Soren murió a los 20 años, traicionado por aquel Alfa y abandonado por su familia. Su muerte no fue heroica ni significativa. Solo un número más en un sistema que nunca lo valoró. Su último pensamiento fue un deseo: “Si pudiera volver… lo cambiaría todo.”.
El aire olía a hierro, perfume caro y desesperación. Desde algún rincón del salón, el eco de pasos se alejaba sin prisa.
La última persona que lo había mirado… lo hizo como quien observa una cosa rota. Ni siquiera con odio. Solo con decepción.
—Así que eso fue todo… —susurró Soren con la voz rasgada, con la garganta seca.
Sus dedos se aferraban a una tela sucia. No sabía si era su camisa, una sábana, o la manta vieja con la que lo habían cubierto. Le daba igual.
Nadie venía.
Nadie lo buscaba.
Nadie lloraba.
Lo traicionaron.
Otra vez.
La promesa de protección que un Alfa le había hecho años atrás resultó ser solo otra mentira más, como las que escuchó de niño. Como las de su padre, su hermano, incluso de su madre. Todo había sido un círculo lento de abandono disfrazado de deber.

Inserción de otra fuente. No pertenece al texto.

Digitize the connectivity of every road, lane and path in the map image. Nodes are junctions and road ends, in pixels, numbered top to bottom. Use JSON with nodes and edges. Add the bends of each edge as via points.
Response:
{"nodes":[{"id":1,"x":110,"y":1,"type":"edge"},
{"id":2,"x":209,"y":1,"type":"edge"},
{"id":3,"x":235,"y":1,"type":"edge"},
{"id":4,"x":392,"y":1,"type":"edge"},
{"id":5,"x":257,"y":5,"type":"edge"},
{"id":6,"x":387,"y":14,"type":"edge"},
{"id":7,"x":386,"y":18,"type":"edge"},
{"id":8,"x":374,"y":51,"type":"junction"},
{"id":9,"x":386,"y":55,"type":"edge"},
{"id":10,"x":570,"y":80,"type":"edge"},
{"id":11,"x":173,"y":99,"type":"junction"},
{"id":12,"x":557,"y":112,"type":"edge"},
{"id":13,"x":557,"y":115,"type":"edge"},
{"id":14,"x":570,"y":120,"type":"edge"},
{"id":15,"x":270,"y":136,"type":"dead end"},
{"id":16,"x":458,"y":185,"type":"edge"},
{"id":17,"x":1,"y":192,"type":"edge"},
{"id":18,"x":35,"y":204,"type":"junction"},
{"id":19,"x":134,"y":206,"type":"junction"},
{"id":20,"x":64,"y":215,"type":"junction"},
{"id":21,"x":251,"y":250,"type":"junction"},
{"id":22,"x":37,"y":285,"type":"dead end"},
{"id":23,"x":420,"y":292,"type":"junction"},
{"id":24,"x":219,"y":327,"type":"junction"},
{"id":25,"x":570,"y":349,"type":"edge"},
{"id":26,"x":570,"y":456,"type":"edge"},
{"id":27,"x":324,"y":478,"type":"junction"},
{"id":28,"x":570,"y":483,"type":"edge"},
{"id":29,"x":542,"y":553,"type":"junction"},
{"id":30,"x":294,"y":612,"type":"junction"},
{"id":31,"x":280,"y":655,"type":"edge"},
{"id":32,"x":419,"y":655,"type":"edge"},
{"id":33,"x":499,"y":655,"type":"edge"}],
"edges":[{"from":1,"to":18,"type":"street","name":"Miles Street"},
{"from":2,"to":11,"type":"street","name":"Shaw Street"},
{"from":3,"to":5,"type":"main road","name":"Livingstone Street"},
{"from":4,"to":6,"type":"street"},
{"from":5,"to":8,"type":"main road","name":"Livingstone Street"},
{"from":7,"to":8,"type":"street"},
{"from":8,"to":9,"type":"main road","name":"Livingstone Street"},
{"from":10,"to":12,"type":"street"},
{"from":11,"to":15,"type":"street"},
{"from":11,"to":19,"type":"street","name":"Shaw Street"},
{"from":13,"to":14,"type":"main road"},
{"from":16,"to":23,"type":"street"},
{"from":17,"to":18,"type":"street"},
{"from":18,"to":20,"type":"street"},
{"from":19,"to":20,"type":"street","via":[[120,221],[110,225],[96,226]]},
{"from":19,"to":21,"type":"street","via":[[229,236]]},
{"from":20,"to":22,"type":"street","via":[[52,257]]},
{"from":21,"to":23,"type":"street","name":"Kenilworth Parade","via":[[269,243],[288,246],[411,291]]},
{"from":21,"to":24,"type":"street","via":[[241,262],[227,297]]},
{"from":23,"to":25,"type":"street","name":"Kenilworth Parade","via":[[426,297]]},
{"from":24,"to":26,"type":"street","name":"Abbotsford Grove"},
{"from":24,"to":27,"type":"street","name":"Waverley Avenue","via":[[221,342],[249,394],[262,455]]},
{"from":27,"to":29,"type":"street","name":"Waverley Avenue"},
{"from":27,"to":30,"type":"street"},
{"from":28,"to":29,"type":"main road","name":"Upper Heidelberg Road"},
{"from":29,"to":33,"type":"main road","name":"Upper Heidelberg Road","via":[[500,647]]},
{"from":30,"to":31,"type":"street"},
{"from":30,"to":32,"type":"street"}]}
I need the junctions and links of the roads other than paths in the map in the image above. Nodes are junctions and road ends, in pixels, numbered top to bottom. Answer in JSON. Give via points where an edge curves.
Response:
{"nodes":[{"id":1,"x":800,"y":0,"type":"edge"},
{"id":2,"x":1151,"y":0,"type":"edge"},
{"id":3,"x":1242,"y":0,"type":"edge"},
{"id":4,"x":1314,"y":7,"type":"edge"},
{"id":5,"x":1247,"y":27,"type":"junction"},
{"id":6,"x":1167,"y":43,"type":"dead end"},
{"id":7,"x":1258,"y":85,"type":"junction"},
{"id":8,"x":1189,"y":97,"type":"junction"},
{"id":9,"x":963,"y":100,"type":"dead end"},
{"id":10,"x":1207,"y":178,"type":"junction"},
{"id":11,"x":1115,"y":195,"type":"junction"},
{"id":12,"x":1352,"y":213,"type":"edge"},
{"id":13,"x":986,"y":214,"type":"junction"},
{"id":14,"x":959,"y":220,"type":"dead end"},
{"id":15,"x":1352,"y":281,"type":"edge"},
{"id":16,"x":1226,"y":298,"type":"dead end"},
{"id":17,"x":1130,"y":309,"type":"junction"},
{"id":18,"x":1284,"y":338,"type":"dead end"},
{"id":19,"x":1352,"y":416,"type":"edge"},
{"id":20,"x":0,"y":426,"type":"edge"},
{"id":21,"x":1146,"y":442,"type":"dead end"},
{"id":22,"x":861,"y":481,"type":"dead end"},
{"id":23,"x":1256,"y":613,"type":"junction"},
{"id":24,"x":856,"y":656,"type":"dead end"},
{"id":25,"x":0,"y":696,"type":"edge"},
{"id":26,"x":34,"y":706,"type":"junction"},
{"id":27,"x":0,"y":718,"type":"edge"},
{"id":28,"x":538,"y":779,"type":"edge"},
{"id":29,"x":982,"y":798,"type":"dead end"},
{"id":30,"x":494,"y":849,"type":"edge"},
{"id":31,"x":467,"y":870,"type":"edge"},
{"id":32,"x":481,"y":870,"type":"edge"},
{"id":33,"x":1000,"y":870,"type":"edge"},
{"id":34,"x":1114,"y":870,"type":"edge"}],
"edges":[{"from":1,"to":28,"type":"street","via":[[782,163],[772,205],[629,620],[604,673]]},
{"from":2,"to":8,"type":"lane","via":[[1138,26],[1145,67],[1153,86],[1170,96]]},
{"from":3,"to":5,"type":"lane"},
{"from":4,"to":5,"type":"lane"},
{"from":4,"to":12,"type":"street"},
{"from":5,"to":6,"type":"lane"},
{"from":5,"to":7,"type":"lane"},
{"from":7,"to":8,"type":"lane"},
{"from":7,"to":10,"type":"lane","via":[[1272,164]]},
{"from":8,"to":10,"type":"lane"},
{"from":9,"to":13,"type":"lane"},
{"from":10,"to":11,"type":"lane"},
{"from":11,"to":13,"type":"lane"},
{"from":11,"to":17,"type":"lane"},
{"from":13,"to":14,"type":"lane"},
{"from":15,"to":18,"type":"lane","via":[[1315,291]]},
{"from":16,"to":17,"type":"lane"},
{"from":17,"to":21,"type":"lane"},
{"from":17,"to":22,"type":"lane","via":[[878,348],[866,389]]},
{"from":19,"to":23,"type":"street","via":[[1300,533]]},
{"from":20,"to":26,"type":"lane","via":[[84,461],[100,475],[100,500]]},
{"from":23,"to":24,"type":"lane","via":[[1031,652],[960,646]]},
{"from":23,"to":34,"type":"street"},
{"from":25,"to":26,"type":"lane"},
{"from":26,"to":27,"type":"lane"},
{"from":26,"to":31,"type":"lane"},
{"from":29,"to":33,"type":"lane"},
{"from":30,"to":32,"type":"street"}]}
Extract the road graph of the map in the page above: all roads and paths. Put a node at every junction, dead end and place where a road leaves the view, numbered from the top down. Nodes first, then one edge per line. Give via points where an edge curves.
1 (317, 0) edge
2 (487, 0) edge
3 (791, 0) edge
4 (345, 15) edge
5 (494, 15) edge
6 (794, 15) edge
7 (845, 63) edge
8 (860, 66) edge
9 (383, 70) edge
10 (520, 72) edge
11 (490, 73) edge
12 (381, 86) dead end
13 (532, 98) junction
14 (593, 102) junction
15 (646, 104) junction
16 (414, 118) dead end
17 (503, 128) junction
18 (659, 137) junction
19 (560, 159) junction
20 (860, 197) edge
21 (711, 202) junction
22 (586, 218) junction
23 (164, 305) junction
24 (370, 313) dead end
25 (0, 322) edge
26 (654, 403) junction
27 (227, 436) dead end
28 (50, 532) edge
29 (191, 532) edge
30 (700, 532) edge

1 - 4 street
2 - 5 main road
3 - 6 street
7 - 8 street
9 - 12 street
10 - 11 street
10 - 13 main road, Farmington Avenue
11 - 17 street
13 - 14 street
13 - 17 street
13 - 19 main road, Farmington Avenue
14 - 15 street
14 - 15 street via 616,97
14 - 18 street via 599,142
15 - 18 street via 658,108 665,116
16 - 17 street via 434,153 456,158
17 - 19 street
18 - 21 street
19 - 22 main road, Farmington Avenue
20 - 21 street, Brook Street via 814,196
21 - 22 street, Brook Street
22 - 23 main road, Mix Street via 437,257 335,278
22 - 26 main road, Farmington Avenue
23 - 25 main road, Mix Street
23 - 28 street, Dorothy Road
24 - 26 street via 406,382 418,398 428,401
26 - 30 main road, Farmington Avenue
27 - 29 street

Soren cerró los ojos. No con resignación, sino con una calma amarga.
“No fue mi culpa haber nacido Omega… No lo fue… No lo fue…”
Una última exhalación le dolió más que las anteriores. Todo su cuerpo se rindió.
El corazón, agotado de aguantar, simplemente se detuvo.
Pero entonces, algo extraño ocurrió.
En medio de la oscuridad, una chispa. Una presión tibia en su pecho. No era vida. No era alivio. Era… memoria.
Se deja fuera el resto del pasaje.